Aim of the task ▸ The entire set of lines below should be copied exactly.

Saved entries
* * * *
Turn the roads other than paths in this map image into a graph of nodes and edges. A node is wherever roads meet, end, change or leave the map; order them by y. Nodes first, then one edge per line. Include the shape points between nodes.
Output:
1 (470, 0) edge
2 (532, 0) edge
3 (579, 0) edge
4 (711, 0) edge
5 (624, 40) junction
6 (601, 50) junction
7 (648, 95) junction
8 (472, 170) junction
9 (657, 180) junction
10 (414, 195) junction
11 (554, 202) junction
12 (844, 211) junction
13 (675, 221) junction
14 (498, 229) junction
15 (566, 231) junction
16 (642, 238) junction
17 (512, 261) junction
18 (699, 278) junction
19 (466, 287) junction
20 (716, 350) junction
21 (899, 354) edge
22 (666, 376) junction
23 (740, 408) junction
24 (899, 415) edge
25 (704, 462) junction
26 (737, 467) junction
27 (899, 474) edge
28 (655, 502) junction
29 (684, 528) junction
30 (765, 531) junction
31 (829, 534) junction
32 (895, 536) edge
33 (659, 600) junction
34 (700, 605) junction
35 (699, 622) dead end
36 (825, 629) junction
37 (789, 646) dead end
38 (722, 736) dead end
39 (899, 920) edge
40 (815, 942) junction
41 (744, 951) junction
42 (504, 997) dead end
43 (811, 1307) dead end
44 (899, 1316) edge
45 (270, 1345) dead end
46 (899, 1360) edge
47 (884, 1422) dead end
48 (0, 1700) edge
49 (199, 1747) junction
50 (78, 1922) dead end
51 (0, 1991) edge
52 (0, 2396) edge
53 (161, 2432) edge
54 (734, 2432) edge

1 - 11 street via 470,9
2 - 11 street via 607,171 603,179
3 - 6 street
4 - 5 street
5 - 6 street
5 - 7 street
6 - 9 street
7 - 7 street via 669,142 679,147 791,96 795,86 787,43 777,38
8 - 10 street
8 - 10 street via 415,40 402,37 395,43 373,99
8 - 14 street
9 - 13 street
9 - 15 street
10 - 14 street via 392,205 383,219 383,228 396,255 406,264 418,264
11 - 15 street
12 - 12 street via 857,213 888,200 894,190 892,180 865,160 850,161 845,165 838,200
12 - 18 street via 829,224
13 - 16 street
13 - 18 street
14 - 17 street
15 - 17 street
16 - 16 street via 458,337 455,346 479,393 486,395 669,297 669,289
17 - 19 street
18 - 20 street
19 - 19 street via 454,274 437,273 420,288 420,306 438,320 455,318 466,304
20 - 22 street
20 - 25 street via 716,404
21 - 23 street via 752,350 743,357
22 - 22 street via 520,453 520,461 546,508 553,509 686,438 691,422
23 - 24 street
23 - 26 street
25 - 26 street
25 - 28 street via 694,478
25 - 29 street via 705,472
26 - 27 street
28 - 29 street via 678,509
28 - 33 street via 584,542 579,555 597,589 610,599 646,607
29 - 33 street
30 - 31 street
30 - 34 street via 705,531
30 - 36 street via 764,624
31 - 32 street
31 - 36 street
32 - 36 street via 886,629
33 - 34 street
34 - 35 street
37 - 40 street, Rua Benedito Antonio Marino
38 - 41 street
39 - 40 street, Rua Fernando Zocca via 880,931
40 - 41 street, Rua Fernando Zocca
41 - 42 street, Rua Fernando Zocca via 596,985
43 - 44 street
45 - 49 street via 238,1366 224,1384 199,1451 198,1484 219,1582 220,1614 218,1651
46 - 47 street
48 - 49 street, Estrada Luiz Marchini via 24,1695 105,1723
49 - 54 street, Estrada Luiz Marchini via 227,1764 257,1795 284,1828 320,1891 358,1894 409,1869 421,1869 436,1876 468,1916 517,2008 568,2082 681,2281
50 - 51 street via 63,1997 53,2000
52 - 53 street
* * * *
Answer to this exercise ▸
Turn the roads other than paths in this map image into a graph of nodes and edges. A node is wherever roads meet, end, change or leave the map; order them by y. Nodes first, then one edge per line. Include the shape points between nodes.
Output:
1 (470, 0) edge
2 (532, 0) edge
3 (579, 0) edge
4 (711, 0) edge
5 (624, 40) junction
6 (601, 50) junction
7 (648, 95) junction
8 (472, 170) junction
9 (657, 180) junction
10 (414, 195) junction
11 (554, 202) junction
12 (844, 211) junction
13 (675, 221) junction
14 (498, 229) junction
15 (566, 231) junction
16 (642, 238) junction
17 (512, 261) junction
18 (699, 278) junction
19 (466, 287) junction
20 (716, 350) junction
21 (899, 354) edge
22 (666, 376) junction
23 (740, 408) junction
24 (899, 415) edge
25 (704, 462) junction
26 (737, 467) junction
27 (899, 474) edge
28 (655, 502) junction
29 (684, 528) junction
30 (765, 531) junction
31 (829, 534) junction
32 (895, 536) edge
33 (659, 600) junction
34 (700, 605) junction
35 (699, 622) dead end
36 (825, 629) junction
37 (789, 646) dead end
38 (722, 736) dead end
39 (899, 920) edge
40 (815, 942) junction
41 (744, 951) junction
42 (504, 997) dead end
43 (811, 1307) dead end
44 (899, 1316) edge
45 (270, 1345) dead end
46 (899, 1360) edge
47 (884, 1422) dead end
48 (0, 1700) edge
49 (199, 1747) junction
50 (78, 1922) dead end
51 (0, 1991) edge
52 (0, 2396) edge
53 (161, 2432) edge
54 (734, 2432) edge

1 - 11 street via 470,9
2 - 11 street via 607,171 603,179
3 - 6 street
4 - 5 street
5 - 6 street
5 - 7 street
6 - 9 street
7 - 7 street via 669,142 679,147 791,96 795,86 787,43 777,38
8 - 10 street
8 - 10 street via 415,40 402,37 395,43 373,99
8 - 14 street
9 - 13 street
9 - 15 street
10 - 14 street via 392,205 383,219 383,228 396,255 406,264 418,264
11 - 15 street
12 - 12 street via 857,213 888,200 894,190 892,180 865,160 850,161 845,165 838,200
12 - 18 street via 829,224
13 - 16 street
13 - 18 street
14 - 17 street
15 - 17 street
16 - 16 street via 458,337 455,346 479,393 486,395 669,297 669,289
17 - 19 street
18 - 20 street
19 - 19 street via 454,274 437,273 420,288 420,306 438,320 455,318 466,304
20 - 22 street
20 - 25 street via 716,404
21 - 23 street via 752,350 743,357
22 - 22 street via 520,453 520,461 546,508 553,509 686,438 691,422
23 - 24 street
23 - 26 street
25 - 26 street
25 - 28 street via 694,478
25 - 29 street via 705,472
26 - 27 street
28 - 29 street via 678,509
28 - 33 street via 584,542 579,555 597,589 610,599 646,607
29 - 33 street
30 - 31 street
30 - 34 street via 705,531
30 - 36 street via 764,624
31 - 32 street
31 - 36 street
32 - 36 street via 886,629
33 - 34 street
34 - 35 street
37 - 40 street, Rua Benedito Antonio Marino
38 - 41 street
39 - 40 street, Rua Fernando Zocca via 880,931
40 - 41 street, Rua Fernando Zocca
41 - 42 street, Rua Fernando Zocca via 596,985
43 - 44 street
45 - 49 street via 238,1366 224,1384 199,1451 198,1484 219,1582 220,1614 218,1651
46 - 47 street
48 - 49 street, Estrada Luiz Marchini via 24,1695 105,1723
49 - 54 street, Estrada Luiz Marchini via 227,1764 257,1795 284,1828 320,1891 358,1894 409,1869 421,1869 436,1876 468,1916 517,2008 568,2082 681,2281
50 - 51 street via 63,1997 53,2000
52 - 53 street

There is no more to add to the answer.